Torino è per eccellenza la città italiana della magia. Percorrendo le sue vie simmetriche, delimitate da palazzi magnifici e austeri, questa dimensione arcana emerge a ogni svolta, sorprende lo sguardo, nasconde i suoi trucchi.
Entrando nel teatro Alfieri questa sensazione di mistero si disperde e vengo assorbito dalla folla. Sento parlare molte diverse lingue, alcune delle quali orientali. Il Masters of Magic mi accoglie tra i suoi spettatori, provenienti da ogni parte del mondo per assistere a uno spettacolo di magia di assoluto rilievo internazionale.
Cosa c’entra il circo? Moltissimo. Più di quanto io stesso avrei creduto.
Sappiamo che la più completa classificazione delle arti circensi, il Sistema Gurevich, redatto nel 1970, comprende anche la magia, suddivisa in illusionismo e prestidigitazione. Tuttavia, la magia ha seguito un percorso storico ben distinto, intrecciandosi solo a tratti con il circo.

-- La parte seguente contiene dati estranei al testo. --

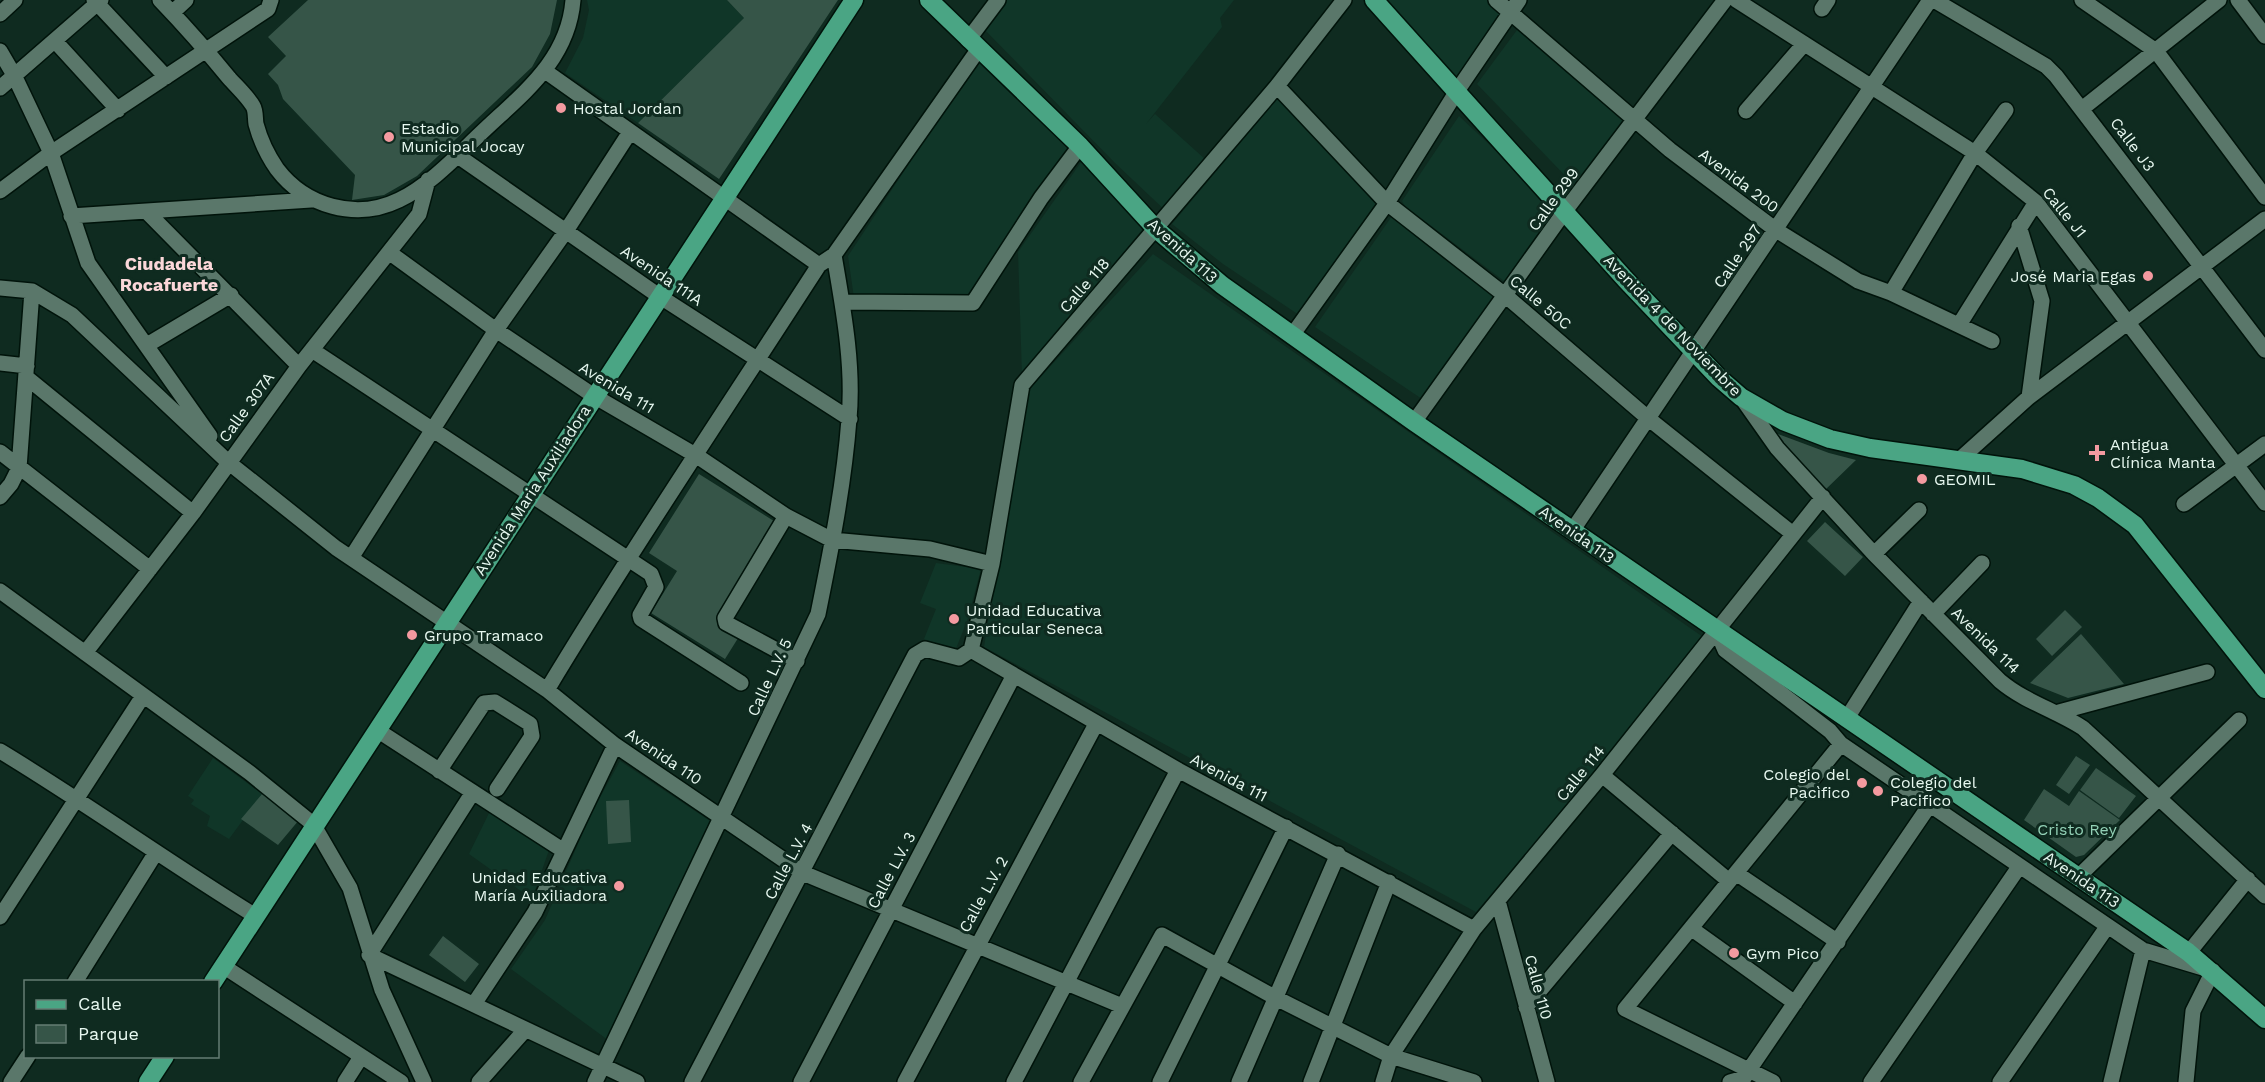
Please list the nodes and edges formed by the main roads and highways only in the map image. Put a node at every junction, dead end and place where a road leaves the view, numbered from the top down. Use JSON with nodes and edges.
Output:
{"nodes":[{"id":1,"x":854,"y":0,"type":"edge"},
{"id":2,"x":929,"y":0,"type":"edge"},
{"id":3,"x":1374,"y":0,"type":"edge"},
{"id":4,"x":2265,"y":689,"type":"edge"},
{"id":5,"x":218,"y":974,"type":"edge"},
{"id":6,"x":2265,"y":1020,"type":"edge"},
{"id":7,"x":164,"y":1058,"type":"edge"},
{"id":8,"x":148,"y":1082,"type":"edge"}],
"edges":[{"from":1,"to":5,"type":"main road","name":"Avenida Maria Auxiliadora"},
{"from":2,"to":6,"type":"main road","name":"Avenida 113"},
{"from":3,"to":4,"type":"main road","name":"Avenida 4 de Noviembre"},
{"from":7,"to":8,"type":"main road"}]}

Queste vie si sono incontrate nuovamente, tra i corsi e i ricorsi della storia, negli ultimi anni. Già nel 2019 fu memorabile il numero proposto dal Royal Circus di Gia Eradze al Festival Internazionale del Circo di Monte-Carlo, dove gli artisti, all’interno di enormi uova Fabergé, eseguirono spettacolari performance di trasformismo. Sempre a Monte-Carlo, nell’ultima edizione 2023, si è esibito Peter Marvey, illusionista di fama mondiale. Quindi non è affatto strano che il circo, a tutti i livelli, saltuariamente ospiti la magia. Non mi sarei però aspettato che la magia ospitasse il circo.
Quando il presentatore Walter Rolfo, eccezionale nel suo ruolo, ha avvertito che alcuni artisti avrebbero usato dei trucchi, il pubblico ha pensato a una semplice battuta e giustamente ha riso di gusto. Tuttavia Walter ha detto il vero, perché non tutti i nove partecipanti li hanno utilizzati.
Va sottolineata l’enorme qualità degli artisti che si sono susseguiti sul palcoscenico, tutti premiati a livello internazionale in contesti prestigiosi, con molti campioni del mondo.
È difficile descrivere a parole un numero di magia davvero ben fatto. Non dovete immaginare macchinari astrusi e il prestigiatore con il cappello a cilindro che taglia in due l’assistente dai capelli fluenti. Pensate piuttosto a singoli individui che hanno passato la loro vita ad allenarsi, fondando i loro effetti magici sull’abilità manuale e la comunicazione corporea, cercando con la fantasia di creare ciò che sembra impossibile alla mente umana, poi tentando con tutte le loro forze di trovare una dimensione estetica e gestuale personale, unica, inimitabile.
In questo tipo di performance, dove la regia, la musica e le luci giocano un ruolo fondamentale, il trucco magico conta pochissimo: lo spettatore deve dimenticarsene, permettere alla mente di accettare l’incredibile e al cuore di gioirne.
Mi ha colpito Florian Sainvet, campione del mondo di manipolazione nel 2018, che ha proposto un numero ispirato al film Tron, pieno di ritmo incessante, movimenti robotici e precisi, atmosfere futuristiche.
Dal punto di vista puramente estetico non ha avuto eguali il numero di trasformismo della campionessa europea Léa Kyle, che sa vestirsi meravigliosamente di magia, ben oltre i confini dell’armocromia.
Eccezionale per abilità Yu Hojin, coreano, la cui precisione nella manipolazione delle carte, frutto di anni d’incessante esercizio, rasenta una bellezza ineffabile.
L’esibizione più poetica e fortemente emotiva è stata a mio avviso quella del coreano Young-Min Kim, che ha raccontato con la sua magia la voglia di morte e di dissoluzione, seguita dalla rinascita dello spirito.
L’incredibile ha molte forme. Quando si è esibito Alessandro Mosca Balma al palo cinese, il pubblico attonito ha visto sconfitte le leggi di gravità. Qui anche i rigidi tecnici della magia, venuti solo per tentare di carpire i segreti che portano al successo, hanno dovuto arrendersi, perché in questo caso il trucco era troppo difficile da individuare. Non c’era.
Un effetto analogo ha suscitato l’artista giapponese Tampei, che ha fatto alcuni numeri di giocoleria estremamente spettacolari e ha concluso la sua performance con il diablo. Ogni tanto Tampei sbagliava, come tutti i giocolieri che si esibiscano per molti minuti, e questo creava nel pubblico uno stranissimo sentimento, tanto che ho sentito qualcuno esclamare: “Ma allora è vero!”
Non mi resta che ringraziare il Regista, Alessandro Marrazzo, e tutta la “Magic Gang” che ha reso possibile questo evento straordinario. Pur essendo squisitamente incentrato sulla magia, lo spettacolo ha in qualche modo aperto il passaggio segreto verso il grande Circo, con l’unico obiettivo di divertire il pubblico, di fargli assaporare il gusto inaudito dell’impossibile, che appaga per alcuni istanti sublimi la nostra brama di mistero ed eternità.